Tuesday, January 13, 2015

Thoracic surgeons who prefer an artery-first approach to VATS lobectomy generally find an incomplete fissure between the two lobes difficult to handle. It is also more difficult to perform a VATS left upper lobectomy, because there are more branches of the left upper pulmonary artery. If the surgeon dissects the hilar tissue from the anterior toward the posterior, or first dissects the vein and then the artery or bronchus, the surgeon can avoid the incomplete lung fissure problem, which makes the VATS approach much easier.
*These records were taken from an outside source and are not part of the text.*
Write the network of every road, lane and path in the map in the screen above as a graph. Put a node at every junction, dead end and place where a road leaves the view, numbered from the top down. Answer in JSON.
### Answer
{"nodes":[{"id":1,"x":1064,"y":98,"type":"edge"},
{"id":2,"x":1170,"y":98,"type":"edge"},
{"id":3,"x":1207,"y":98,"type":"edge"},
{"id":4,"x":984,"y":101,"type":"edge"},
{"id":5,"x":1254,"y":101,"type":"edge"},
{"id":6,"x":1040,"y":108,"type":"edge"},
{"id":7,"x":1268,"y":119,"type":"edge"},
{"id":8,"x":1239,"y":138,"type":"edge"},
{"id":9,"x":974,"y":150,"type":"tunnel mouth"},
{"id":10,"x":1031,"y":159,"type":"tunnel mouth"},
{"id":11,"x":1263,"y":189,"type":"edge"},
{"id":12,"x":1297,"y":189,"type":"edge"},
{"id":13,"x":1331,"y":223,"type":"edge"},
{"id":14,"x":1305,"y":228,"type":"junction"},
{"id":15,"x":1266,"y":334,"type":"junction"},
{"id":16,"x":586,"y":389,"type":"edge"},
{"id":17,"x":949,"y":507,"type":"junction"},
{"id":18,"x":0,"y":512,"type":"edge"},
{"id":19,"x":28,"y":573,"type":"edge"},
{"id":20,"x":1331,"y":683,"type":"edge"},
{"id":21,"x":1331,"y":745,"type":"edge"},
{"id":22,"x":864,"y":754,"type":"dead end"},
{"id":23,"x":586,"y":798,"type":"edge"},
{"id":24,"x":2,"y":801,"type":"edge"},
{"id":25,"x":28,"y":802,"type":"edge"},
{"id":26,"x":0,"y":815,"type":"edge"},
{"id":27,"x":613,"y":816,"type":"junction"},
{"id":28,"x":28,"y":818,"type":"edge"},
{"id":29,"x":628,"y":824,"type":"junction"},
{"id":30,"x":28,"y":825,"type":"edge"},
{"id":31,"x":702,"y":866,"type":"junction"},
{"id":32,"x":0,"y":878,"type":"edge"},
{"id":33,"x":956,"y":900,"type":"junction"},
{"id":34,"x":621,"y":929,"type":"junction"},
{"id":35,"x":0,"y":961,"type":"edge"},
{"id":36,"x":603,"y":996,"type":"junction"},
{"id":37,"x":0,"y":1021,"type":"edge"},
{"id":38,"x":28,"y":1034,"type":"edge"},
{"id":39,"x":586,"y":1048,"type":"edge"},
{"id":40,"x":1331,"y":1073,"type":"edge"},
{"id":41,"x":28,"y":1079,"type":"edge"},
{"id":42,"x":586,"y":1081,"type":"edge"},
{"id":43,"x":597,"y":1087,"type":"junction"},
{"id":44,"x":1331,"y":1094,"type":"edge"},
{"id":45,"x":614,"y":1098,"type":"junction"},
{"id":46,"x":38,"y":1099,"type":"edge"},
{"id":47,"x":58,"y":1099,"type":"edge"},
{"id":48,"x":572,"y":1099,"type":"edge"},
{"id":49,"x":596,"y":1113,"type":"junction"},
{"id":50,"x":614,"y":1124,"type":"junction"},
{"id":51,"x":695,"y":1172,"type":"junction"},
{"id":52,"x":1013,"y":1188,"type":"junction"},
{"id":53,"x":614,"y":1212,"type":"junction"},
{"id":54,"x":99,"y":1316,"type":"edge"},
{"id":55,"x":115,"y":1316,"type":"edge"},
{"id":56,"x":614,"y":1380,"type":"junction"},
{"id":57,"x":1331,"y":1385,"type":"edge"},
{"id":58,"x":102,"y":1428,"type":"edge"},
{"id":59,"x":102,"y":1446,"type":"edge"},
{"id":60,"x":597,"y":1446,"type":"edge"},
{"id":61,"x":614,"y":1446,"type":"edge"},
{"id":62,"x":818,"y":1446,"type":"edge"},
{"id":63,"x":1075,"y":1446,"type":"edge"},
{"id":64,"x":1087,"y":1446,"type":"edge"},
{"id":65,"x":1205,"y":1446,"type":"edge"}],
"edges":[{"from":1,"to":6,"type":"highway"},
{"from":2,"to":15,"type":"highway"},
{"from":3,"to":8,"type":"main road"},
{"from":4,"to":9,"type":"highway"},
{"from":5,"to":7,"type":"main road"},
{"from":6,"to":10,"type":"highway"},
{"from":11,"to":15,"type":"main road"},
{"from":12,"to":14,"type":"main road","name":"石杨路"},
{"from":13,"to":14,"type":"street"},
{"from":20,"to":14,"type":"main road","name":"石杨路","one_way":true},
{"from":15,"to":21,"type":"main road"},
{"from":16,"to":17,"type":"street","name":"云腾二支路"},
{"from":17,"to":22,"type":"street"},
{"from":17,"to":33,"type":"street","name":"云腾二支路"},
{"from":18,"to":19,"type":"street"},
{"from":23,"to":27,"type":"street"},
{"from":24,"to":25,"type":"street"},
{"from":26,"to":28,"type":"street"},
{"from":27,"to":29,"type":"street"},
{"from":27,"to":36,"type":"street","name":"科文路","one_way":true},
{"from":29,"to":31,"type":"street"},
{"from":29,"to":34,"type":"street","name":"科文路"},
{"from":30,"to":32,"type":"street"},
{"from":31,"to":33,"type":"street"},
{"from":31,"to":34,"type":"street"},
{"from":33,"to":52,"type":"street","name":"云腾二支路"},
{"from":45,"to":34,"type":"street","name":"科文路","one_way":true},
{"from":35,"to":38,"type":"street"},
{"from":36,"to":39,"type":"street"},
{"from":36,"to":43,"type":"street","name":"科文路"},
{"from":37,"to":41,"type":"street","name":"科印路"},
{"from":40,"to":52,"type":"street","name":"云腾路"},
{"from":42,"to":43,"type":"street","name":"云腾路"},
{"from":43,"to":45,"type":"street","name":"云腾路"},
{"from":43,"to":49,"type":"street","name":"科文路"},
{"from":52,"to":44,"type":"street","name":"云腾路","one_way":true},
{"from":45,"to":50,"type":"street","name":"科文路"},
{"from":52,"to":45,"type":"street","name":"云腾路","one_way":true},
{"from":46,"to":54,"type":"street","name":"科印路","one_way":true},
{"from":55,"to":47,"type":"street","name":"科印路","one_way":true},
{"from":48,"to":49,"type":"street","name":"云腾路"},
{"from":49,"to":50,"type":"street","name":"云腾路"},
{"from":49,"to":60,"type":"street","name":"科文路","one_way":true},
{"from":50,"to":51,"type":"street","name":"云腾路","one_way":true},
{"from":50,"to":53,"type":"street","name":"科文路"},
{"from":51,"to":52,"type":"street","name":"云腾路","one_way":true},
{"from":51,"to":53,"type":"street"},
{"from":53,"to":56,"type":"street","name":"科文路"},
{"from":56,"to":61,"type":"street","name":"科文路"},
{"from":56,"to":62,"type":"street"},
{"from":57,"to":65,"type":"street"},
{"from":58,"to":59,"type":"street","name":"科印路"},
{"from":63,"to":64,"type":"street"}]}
Performing this procedure requires that the surgeon understand the hilar anatomy from different perspectives.

Comments

ligasure to segmental pulmonary artery vessels ! impressive, I must try that myself. I didn't think it would work for them.
Many thanks to Dr. Qaun and to the Editor for another extremely useful video. I have two questions: 1. After closing the stapler on the upper bronchus, do you routinely inflate the left lung to confirm the lower bronchus is free? 2. What lymph nodes do you routinely take? Best Regards Aristotle
segmental pulmonary artery vessels are small, ligating the small artery are easy and safe. After closing the stapler on the upper bronchus, we will routinely inflate the left lung to confirm the lower bronchus is free. the procedure is the same with open surgery. the lymph nodes we take include 5,6,7 9, L4. sometime L4 is difficult.